Not everyone think that’s necessarily a good thing, though. Cyber risks are poorly understood by insurers and could pose a threat to their business, according to Michel Liès, the outgoing chief executive of major reinsurance group Swiss Re. With a short history of claims to work from, inconsistently recorded data and rapidly changing threats, there are real difficulties for insurers in evaluating and pricing the risks.

“It is too early for me to make a statement on whether cyber is an opportunity, a threat – or in the middle,” he told the Financial Times.

Liès has previously been among those suggesting the difficulties mean at least some cyber risks are better being insured ultimately by the government. The Pool Re scheme that underpins terrorism cover in the UK could be extended to cover big cyber attacks, they argue.

No quick fix
In truth, though, the growth of the cyber insurance market reflects the fact that it does have a role.
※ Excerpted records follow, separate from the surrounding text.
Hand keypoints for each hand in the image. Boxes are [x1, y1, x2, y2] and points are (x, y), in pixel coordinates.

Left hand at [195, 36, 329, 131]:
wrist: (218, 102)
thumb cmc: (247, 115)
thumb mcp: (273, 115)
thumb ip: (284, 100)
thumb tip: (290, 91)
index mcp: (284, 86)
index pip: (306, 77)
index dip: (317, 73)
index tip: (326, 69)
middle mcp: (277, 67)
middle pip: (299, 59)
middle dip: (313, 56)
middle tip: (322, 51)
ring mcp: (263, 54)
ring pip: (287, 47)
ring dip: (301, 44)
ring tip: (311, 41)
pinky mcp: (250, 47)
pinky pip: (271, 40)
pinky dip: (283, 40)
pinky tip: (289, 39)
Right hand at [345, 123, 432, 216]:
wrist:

First, it can provide cover for the costs when problems arise. In the US, uptake of the cover has been driven in large part by the costs associated with regulations forcing companies to notify customers when breaches of their data occur. In the EU, the advent of the General Data Protection Regulation is expected to have a similar effect.
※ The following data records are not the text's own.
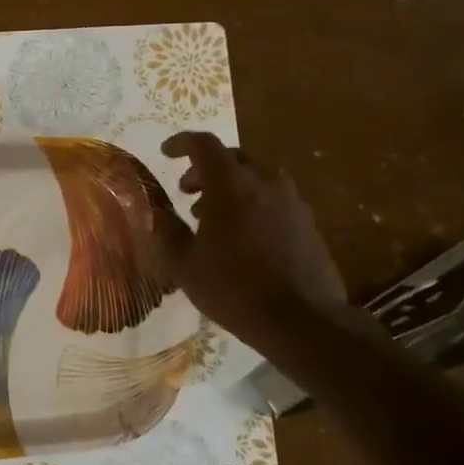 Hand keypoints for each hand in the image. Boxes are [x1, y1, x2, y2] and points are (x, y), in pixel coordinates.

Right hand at [155, 132, 347, 347]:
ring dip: (230, 188)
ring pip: (255, 179)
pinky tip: (241, 239)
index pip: (204, 144)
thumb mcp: (184, 264)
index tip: (166, 153)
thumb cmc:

Moreover, many of the covers provide access to consultants and experts, which can be invaluable in improving responses when a data breach or attack occurs, particularly if in-house expertise is lacking.

Nevertheless, it remains better to have consulted adequately and built resilience before an incident, rather than relying on an insurer to pick up the pieces.

Partly that’s because the cover provided by policies varies widely. Cyber insurance remains a young market and there’s still a way to go before policies are standardised. Buyers are frequently cautioned to be careful to check exactly what their policy covers, and be aware that cover for some risks may be difficult to obtain. Related to this, many insurers are – in Liès’ words – “massively selective” about what and whom they will cover.

PwC picked up on both these points: “Given the high costs of coverage, the limits imposed, the tight terms and conditions and the restrictions on whether policyholders can claim, many policyholders are questioning whether their policies are delivering real value.”

All this is not to say insurance is not a good idea; it’s just no panacea. Thinking seriously and putting the work in before an incident should enable companies to get a better deal from their insurers in any case. It will also mean they are better placed to limit the damage if an incidence does occur – whether or not their insurance responds.

More fundamentally, it will mean they are less likely to fall victim to successful attacks in the first place.